The Sabbath as seen as a function of "rest" and "seven" cannot be overemphasized. Even though St. Thomas Aquinas acknowledges the universal nature of the Sabbath based on it's relationship to the number "seven"6 still, the Sabbath as a function of "seven" is the basis on which he sought to attached the "ceremonial" or temporary function of the Sabbath. He says, "The precept of the Sabbath observance is moral in one respect, in so far as it commands man to give some time to the things of God, according to Psalms 45:11: 'Be still and see that I am God.' In this respect it is placed among the precepts of the Decalogue: but not as to the fixing of the time [the seventh day], in which respect it is a ceremonial precept."7 (Brackets mine).

The Universality of the Sabbath In the Languages of Man

The universality of the Sabbath is seen in the languages of mankind. When we look at the languages of men-where we note the designations or names for the days of the week-we find some form or root of the Hebrew word for the Sabbath. Parallel to the designation of the seventh day of the week in the various languages is the number for seven in these languages. The comparison shows an unmistakable link of the Sabbath to seven that establishes it as the universal "seventh day".8

Universal Damnation and Death Decree

"It [the Roman Church] firmly believes, professes, and teaches that the matter pertaining to the law of the Old Testament, of the Mosaic law . . . after our Lord's coming had been signified by them, ceased . . . but after the promulgation of the Gospel it asserts that they cannot be observed without the loss of eternal salvation."

"All, therefore, who after that time observe circumcision and the Sabbath and the other requirements of the law, it declares alien to the Christian faith and not in the least fit to participate in eternal salvation, unless someday they recover from these errors."9

This same spirit of Christian anti-Judaism is evident in the Papal encyclical "Dies Domini" (May 31,1998) where the universality of the seventh-day Sabbath is denied by the contrasted expressions of "the Christian Sabbath" verses "the Jewish Sabbath". Thus seventh-day Sabbath observance becomes the means of stigmatization and eternal damnation or exclusion by the Vatican Holy See.

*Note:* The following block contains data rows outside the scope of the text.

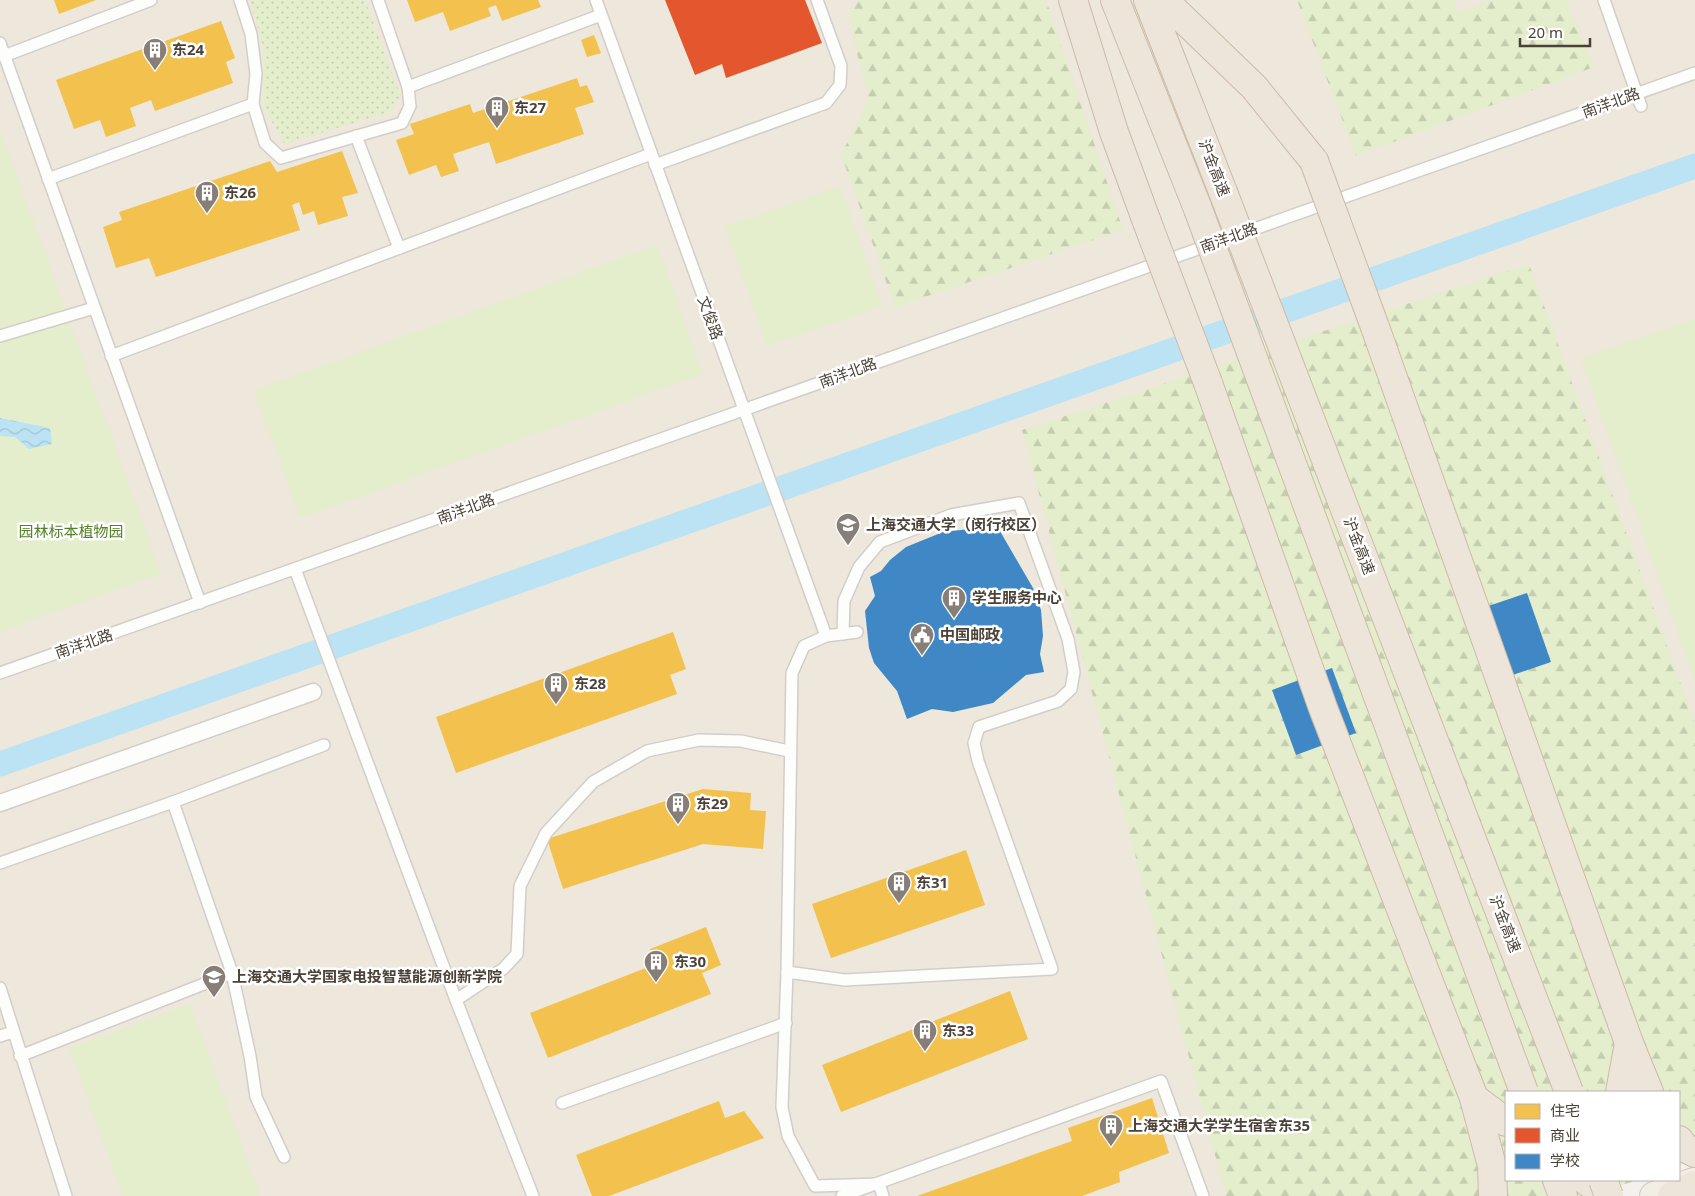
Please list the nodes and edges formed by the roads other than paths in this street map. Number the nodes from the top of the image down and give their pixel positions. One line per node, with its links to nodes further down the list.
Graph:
1 (151, 0): 13 (lane)
2 (240, 0): 17 (lane)
3 (378, 0): 15 (lane)
4 (596, 0): 11 (lane, 文俊路)
5 (817, 0): 21 (lane)
6 (1073, 0): 53 (highway, bridge)
7 (1115, 0): 49 (highway, 沪金高速, bridge)
8 (1148, 0): 50 (highway, 沪金高速, bridge)
9 (1167, 0): 47 (highway, bridge)
10 (1604, 0): 16 (lane)
11 (602, 15): 15 (lane); 20 (lane, 文俊路)
12 (0, 43): 13 (lane)
13 (4, 56): 22 (lane)
14 (1695, 73): 16 (lane, 南洋北路)
15 (408, 87): 19 (lane)
16 (1637, 94): 18 (lane); 27 (lane, 南洋北路)
17 (253, 104): 19 (lane); 22 (lane)
18 (1641, 106)
19 (356, 136): 23 (lane)
20 (651, 154): 21 (lane, 文俊路); 23 (lane)
21 (655, 165): 27 (lane, 文俊路)
22 (48, 179): 24 (lane)
23 (399, 248): 26 (lane)
24 (94, 308): 25 (lane); 26 (lane)
25 (0, 336)
26 (111, 356): 29 (lane)
27 (743, 411): 28 (lane, 南洋北路); 32 (lane, 文俊路)
28 (295, 570): 29 (lane, 南洋北路); 43 (lane)
29 (200, 603): 33 (lane, 南洋北路)
30 (857, 632): 31 (lane)
31 (843, 634): 32 (lane); 40 (lane)
32 (826, 636): 36 (lane)
33 (0, 673)
34 (313, 692): 38 (street)
35 (324, 745): 37 (lane)
36 (789, 751): 40 (lane); 43 (lane)
37 (173, 802): 39 (lane); 41 (lane)
38 (0, 803)
39 (0, 863)
40 (787, 972): 44 (lane)
41 (232, 973): 48 (lane); 58 (lane)
42 (0, 988): 45 (lane)
43 (456, 1000): 64 (lane)
44 (786, 1023): 54 (lane); 61 (lane)
45 (13, 1032): 46 (lane); 48 (lane)
46 (0, 1036)
47 (1628, 1043): 51 (highway); 52 (highway)
48 (20, 1056): 63 (lane)
49 (1524, 1091)
50 (1569, 1091)
51 (1620, 1091)
52 (1649, 1091)
53 (1474, 1098): 55 (highway); 68 (highway)
54 (562, 1103)
55 (1505, 1121)
56 (1680, 1141): 57 (highway)
57 (1695, 1153)
58 (284, 1157)
59 (1557, 1181): 69 (highway)
60 (1695, 1181): 70 (main road)
61 (878, 1184): 65 (lane); 66 (lane); 67 (lane)
62 (1695, 1185): 71 (highway)
63 (66, 1196)
64 (534, 1196)
65 (842, 1196)
66 (883, 1196)
67 (1203, 1196)
68 (1493, 1196)
69 (1563, 1196)
70 (1654, 1196)
71 (1672, 1196)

What is perhaps most ironic is the same spirit that denies the universality of the Sabbath in the Papacy is also in Rabbinic Judaism.

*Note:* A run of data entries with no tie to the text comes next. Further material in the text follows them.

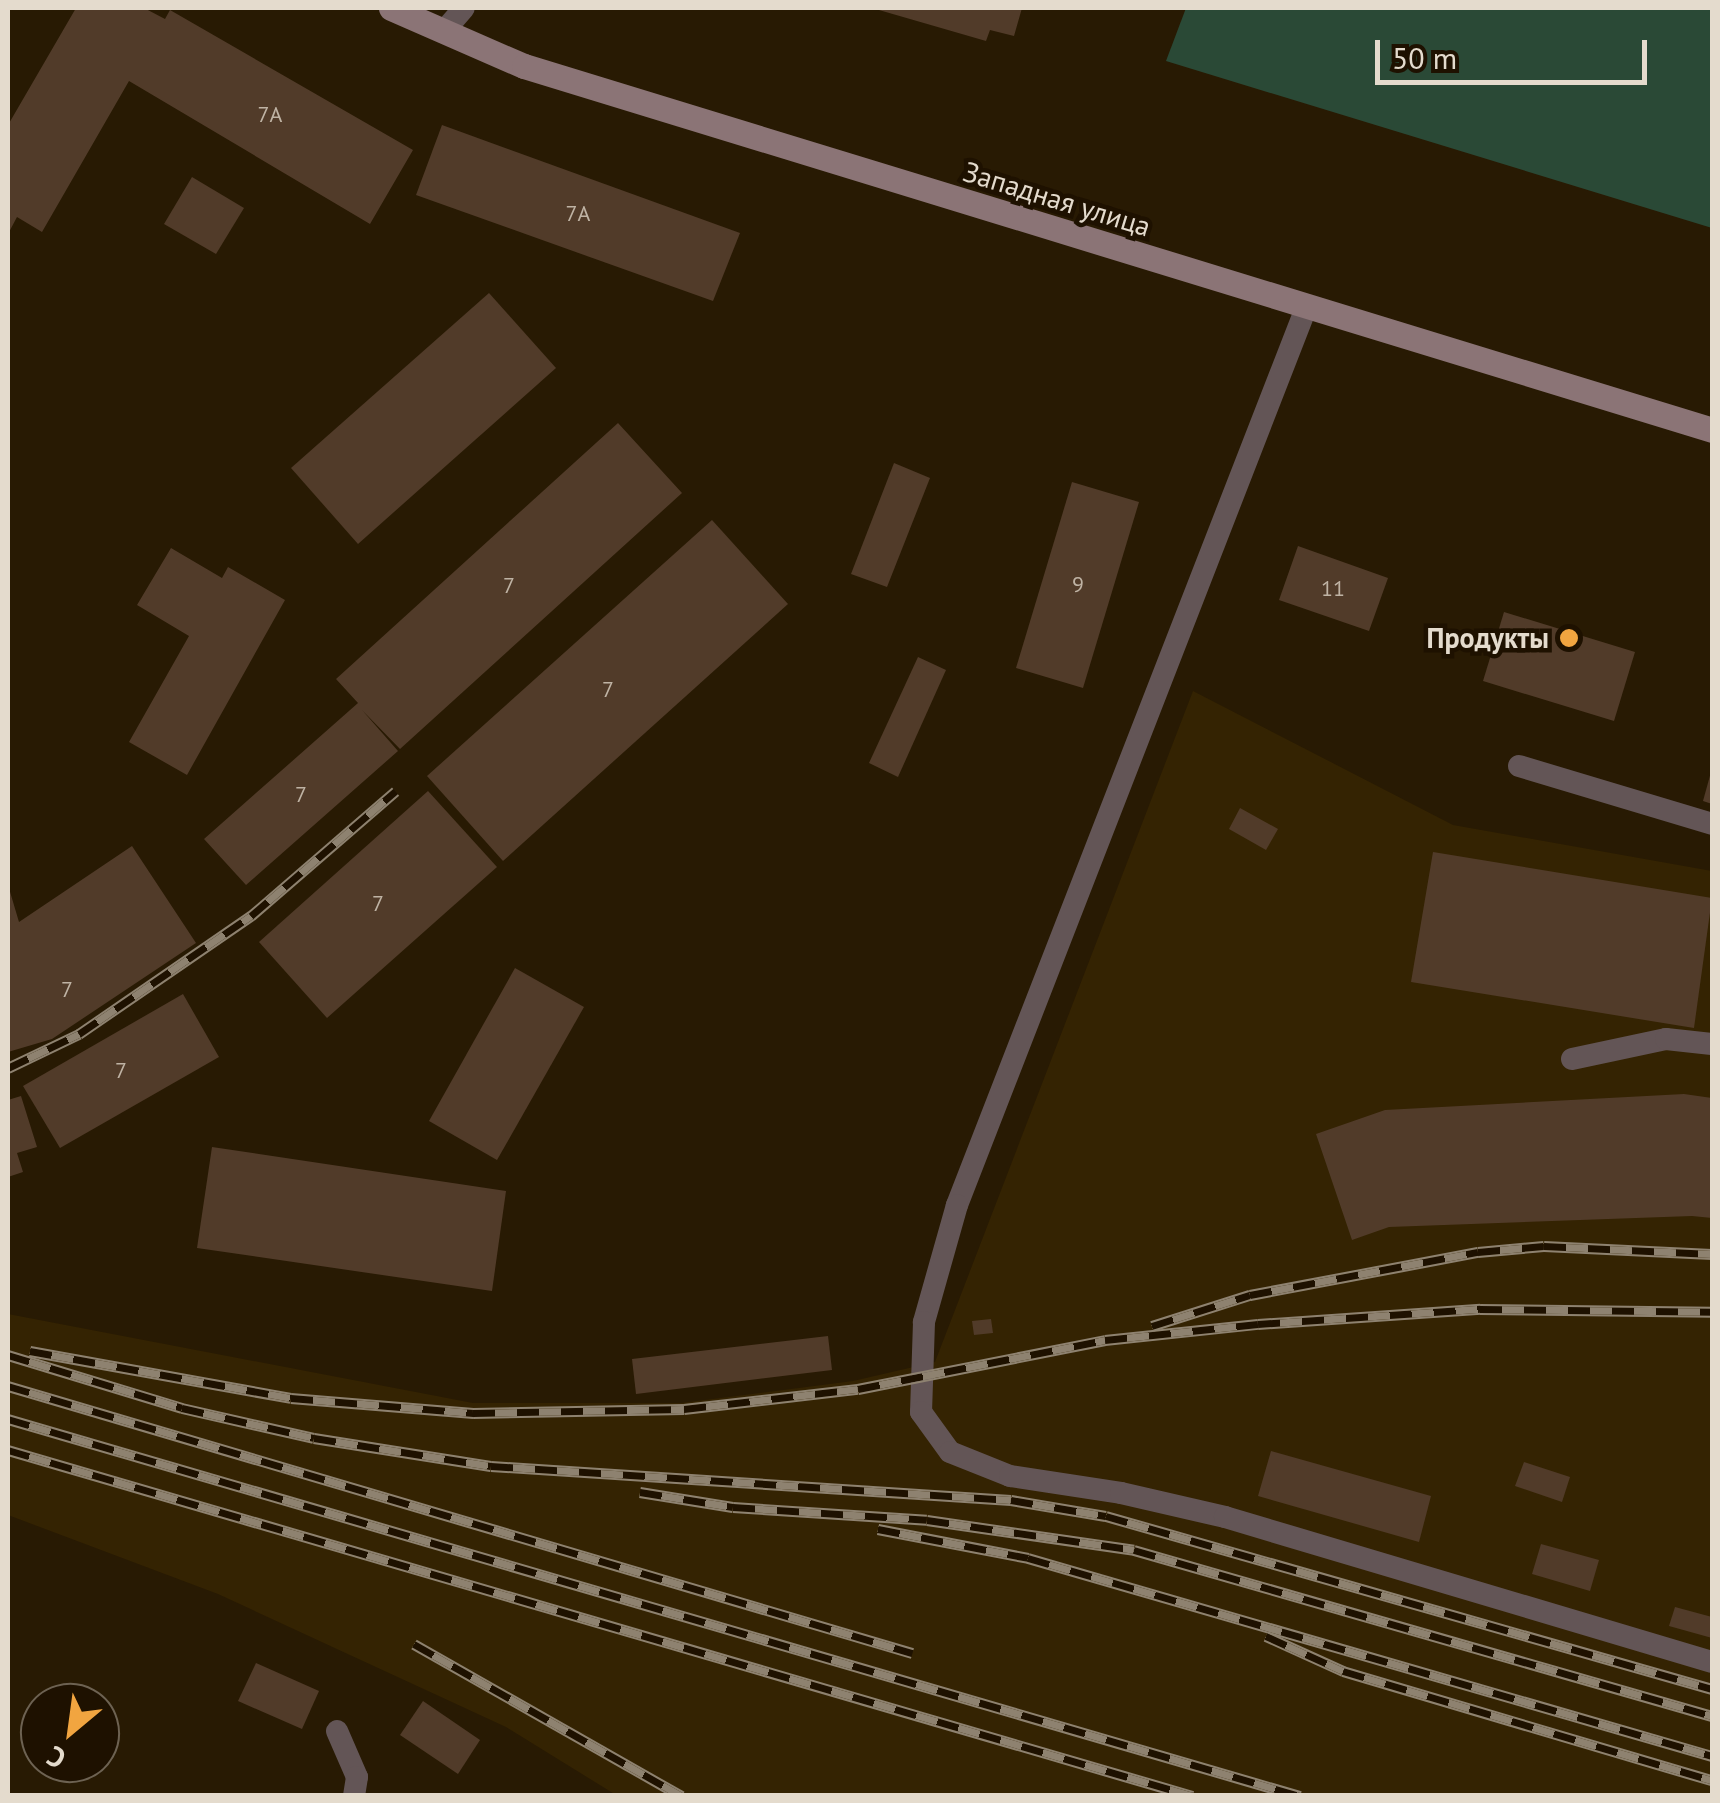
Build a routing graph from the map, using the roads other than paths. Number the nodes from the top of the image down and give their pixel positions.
1 (391, 8) edge
2 (464, 8) edge
3 (444, 31) junction
4 (1306, 308) junction
5 (1712, 430) edge
6 (1518, 766) dead end
7 (1712, 824) edge
8 (1712, 1044) edge
9 (1572, 1059) dead end
10 (1712, 1662) edge
11 (337, 1732) dead end
12 (354, 1796) edge

1 - 3 main road, Западная улица
2 - 3 lane
3 - 4 main road, Западная улица
4 - 5 main road, Западная улица
4 - 10 lane
6 - 7 lane
8 - 9 lane
11 - 12 lane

Prior to the event of Christianity, Shabbat was promoted as a universal holiday for Jew and gentile alike. Philo of Alexandria describes how the Jewish observance of the Shabbat was well known and distinctive in the ancient world. Philo writes in his Life of Moses:

"For what man is there who does not honour that sacred seventh day, granting in consequence a relief and relaxation from labour, for himself and for all those who are near to him, and that not to free men only, but also to slaves, and even to beasts of burden; for the holiday extends even to every description of animal, and to every beast whatever which performs service to man, like slaves obeying their natural master, and it affects even every species of plant and tree; for there is no shoot, and no branch, and no leaf even which it is allowed to cut or to pluck on that day, nor any fruit which it is lawful to gather; but everything is at liberty and in safety on that day, and enjoys, as it were, perfect freedom, no one ever touching them, in obedience to a universal proclamation."10

By the end of the 4th century, the early Latin Church made Sunday into the Sabbath instead of Saturday-this was due to the anti-Semitic social climate and the overwhelming number of Gentiles who belonged to the Church. Since the Gentile Christians began to define themselves as the "New Israel" many of the rabbis felt that these Christians made the Shabbat into something that it was not meant to be (i.e. Sunday). Consequently, they taught that the Sabbath was made for the Jews and not for anyone else (Midr. Exodus 31.12 [109b]; Exodus Rab. 25.11; Deuteronomy Rab. 1.21). A Gentile who keeps the Sabbath, according to Rabbi Simeon b. Laqish (mid 3d century C.E.), "deserves death" (Sanh. 58b). The Christians under the Catholic Church and the Jews under the Talmudic Rabbis have made Sunday keeping synonymous with Christian identity and Sabbath-keeping synonymous with Jewish identity respectively. The Rabbinic Jews, the papacy and the "new covenant" theologians do make strange bedfellows indeed.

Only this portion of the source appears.